BEGIN

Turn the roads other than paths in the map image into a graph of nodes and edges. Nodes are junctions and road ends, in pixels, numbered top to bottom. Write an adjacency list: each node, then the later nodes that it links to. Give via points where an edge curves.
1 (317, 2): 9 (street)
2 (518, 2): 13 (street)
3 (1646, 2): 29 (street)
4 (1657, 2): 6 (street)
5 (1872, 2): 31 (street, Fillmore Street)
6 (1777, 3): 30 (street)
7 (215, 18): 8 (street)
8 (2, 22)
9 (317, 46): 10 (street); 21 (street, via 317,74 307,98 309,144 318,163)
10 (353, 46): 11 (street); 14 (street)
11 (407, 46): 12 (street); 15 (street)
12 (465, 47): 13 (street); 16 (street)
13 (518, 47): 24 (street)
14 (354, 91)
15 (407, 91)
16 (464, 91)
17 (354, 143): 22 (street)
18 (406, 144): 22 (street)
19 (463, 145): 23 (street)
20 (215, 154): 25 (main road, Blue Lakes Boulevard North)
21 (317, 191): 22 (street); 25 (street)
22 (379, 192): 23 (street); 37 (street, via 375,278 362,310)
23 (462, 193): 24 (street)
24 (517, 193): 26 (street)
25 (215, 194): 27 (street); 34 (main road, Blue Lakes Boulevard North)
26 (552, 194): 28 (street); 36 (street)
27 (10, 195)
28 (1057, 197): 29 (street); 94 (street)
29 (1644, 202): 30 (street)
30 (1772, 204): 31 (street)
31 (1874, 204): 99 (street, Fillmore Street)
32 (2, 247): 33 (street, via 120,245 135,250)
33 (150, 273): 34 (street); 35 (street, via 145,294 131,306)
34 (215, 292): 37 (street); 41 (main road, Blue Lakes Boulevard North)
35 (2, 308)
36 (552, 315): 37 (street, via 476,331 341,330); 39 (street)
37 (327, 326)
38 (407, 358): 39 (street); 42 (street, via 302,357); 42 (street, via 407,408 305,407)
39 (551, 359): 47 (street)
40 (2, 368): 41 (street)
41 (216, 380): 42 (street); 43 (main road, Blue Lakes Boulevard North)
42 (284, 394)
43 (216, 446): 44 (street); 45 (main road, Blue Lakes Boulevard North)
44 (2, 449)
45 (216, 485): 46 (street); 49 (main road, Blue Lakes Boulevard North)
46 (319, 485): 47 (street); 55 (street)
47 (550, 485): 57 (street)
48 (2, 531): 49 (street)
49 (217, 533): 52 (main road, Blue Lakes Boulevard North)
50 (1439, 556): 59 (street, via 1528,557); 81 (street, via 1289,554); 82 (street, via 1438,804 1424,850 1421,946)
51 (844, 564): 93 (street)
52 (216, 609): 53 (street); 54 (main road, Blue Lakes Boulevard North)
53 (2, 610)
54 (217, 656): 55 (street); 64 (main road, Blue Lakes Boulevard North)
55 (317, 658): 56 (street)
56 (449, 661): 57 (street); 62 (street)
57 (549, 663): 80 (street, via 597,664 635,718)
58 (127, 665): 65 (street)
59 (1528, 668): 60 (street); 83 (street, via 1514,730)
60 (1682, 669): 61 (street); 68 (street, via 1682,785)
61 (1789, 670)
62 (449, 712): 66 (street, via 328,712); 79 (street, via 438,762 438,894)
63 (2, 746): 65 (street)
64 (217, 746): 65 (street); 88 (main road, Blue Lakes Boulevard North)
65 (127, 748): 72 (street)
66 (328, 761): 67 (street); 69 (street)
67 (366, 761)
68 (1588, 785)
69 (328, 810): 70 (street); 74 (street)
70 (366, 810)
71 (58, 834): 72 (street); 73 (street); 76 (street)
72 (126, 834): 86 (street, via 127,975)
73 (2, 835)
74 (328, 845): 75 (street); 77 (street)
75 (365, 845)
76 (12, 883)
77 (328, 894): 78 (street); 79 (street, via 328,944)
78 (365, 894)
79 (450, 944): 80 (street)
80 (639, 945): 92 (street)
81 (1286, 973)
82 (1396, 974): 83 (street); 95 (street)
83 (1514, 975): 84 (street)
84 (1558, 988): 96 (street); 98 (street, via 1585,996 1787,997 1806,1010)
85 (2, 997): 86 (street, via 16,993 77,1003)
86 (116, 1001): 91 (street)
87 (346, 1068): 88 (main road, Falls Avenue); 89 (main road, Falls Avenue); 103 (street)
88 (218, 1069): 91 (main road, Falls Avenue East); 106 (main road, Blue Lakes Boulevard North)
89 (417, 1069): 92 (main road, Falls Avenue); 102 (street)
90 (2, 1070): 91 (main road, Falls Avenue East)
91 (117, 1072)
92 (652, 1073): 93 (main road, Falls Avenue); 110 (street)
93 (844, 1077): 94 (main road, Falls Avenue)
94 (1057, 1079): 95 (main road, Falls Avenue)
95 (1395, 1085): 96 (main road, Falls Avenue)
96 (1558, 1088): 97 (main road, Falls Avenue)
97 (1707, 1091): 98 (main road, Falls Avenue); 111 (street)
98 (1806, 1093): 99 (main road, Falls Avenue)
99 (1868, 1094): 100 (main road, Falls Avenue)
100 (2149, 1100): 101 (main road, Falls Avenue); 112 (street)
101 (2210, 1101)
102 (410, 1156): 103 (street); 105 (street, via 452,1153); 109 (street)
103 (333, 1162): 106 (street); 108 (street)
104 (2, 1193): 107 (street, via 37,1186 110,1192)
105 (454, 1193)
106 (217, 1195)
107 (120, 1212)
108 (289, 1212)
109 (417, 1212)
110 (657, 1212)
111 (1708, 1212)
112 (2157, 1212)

END
BEGIN

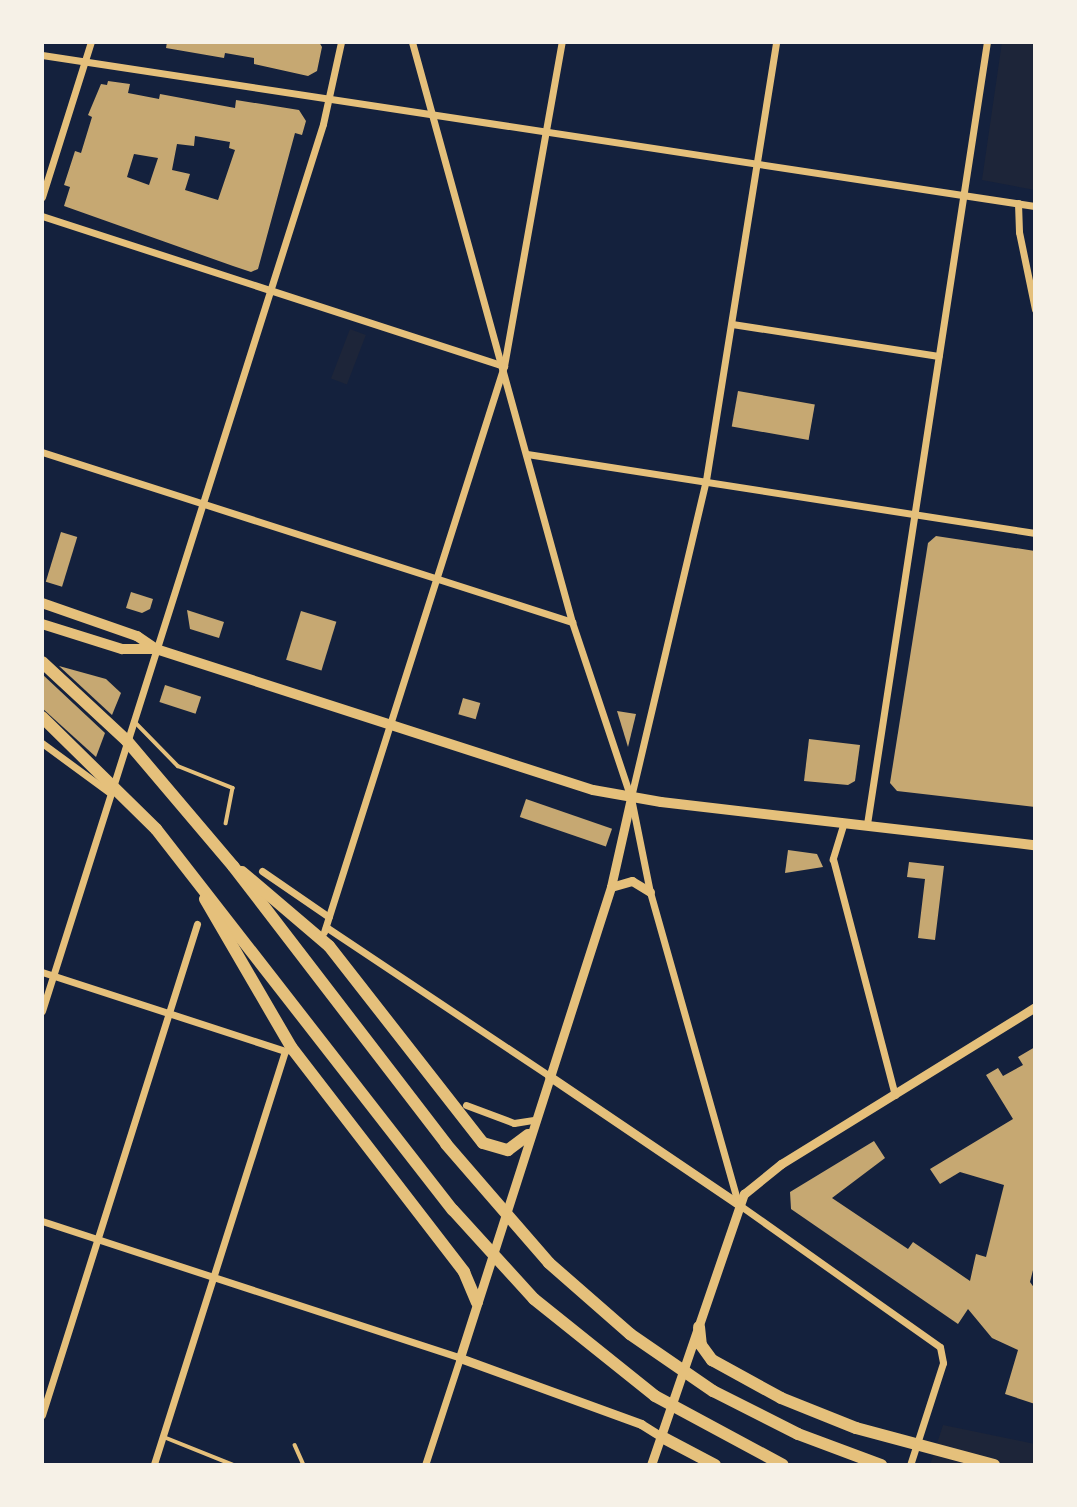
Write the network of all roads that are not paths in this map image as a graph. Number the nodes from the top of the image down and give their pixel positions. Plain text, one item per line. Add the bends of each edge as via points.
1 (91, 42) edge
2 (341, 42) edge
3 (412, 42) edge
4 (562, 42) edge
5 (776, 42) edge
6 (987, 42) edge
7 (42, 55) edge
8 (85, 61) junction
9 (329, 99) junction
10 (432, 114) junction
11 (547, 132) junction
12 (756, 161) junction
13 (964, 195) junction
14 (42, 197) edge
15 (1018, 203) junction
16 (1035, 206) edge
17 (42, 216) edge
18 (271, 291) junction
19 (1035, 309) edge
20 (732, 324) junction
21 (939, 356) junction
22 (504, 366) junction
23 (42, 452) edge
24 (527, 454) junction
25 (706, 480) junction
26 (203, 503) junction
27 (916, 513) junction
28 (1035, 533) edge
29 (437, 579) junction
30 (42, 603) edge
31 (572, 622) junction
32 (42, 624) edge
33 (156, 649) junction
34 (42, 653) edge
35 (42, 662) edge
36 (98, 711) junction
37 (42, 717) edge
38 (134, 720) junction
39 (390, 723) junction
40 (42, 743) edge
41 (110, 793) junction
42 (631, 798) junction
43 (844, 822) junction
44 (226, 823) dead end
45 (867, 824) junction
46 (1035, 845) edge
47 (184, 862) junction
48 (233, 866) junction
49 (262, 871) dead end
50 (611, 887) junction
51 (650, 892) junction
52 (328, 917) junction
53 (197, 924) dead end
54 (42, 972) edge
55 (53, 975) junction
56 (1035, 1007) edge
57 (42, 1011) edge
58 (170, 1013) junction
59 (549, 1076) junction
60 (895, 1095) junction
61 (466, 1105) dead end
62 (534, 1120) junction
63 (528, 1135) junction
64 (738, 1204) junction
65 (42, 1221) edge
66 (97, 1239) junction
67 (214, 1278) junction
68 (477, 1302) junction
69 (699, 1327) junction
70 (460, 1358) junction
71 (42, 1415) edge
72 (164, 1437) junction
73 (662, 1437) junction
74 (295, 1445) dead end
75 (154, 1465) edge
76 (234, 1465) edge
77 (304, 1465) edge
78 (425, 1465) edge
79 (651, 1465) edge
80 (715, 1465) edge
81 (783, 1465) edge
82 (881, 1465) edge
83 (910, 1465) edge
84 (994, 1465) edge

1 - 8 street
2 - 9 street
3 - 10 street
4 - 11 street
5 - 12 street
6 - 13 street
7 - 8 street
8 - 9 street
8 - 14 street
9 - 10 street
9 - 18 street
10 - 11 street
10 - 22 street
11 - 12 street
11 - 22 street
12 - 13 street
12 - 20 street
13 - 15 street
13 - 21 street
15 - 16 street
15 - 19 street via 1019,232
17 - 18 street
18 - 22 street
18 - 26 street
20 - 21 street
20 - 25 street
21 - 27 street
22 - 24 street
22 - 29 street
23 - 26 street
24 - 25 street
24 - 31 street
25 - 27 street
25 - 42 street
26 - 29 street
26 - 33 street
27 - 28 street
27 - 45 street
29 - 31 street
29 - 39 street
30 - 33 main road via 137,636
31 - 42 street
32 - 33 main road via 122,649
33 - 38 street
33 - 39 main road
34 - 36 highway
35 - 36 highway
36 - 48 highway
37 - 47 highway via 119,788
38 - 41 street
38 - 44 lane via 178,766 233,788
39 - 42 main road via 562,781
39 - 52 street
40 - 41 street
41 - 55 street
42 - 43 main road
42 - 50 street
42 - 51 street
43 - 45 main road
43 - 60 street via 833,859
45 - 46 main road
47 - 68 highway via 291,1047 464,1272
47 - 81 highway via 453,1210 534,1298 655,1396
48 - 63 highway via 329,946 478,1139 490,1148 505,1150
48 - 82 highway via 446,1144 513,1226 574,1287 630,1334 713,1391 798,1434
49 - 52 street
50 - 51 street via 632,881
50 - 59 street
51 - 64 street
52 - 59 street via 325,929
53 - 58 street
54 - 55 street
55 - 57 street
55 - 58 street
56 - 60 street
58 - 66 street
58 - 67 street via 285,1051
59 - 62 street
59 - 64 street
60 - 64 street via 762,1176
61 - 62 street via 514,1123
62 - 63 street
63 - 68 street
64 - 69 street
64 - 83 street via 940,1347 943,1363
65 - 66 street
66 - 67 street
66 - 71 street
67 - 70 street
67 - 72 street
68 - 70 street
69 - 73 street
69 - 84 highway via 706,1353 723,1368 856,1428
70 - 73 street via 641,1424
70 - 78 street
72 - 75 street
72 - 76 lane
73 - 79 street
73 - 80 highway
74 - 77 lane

END

- [What you need to do]
Locate the string "lane" in the listing above and copy every line where it occurs.

- [Written reply]
38 - 44 lane via 178,766 233,788
72 - 76 lane
74 - 77 lane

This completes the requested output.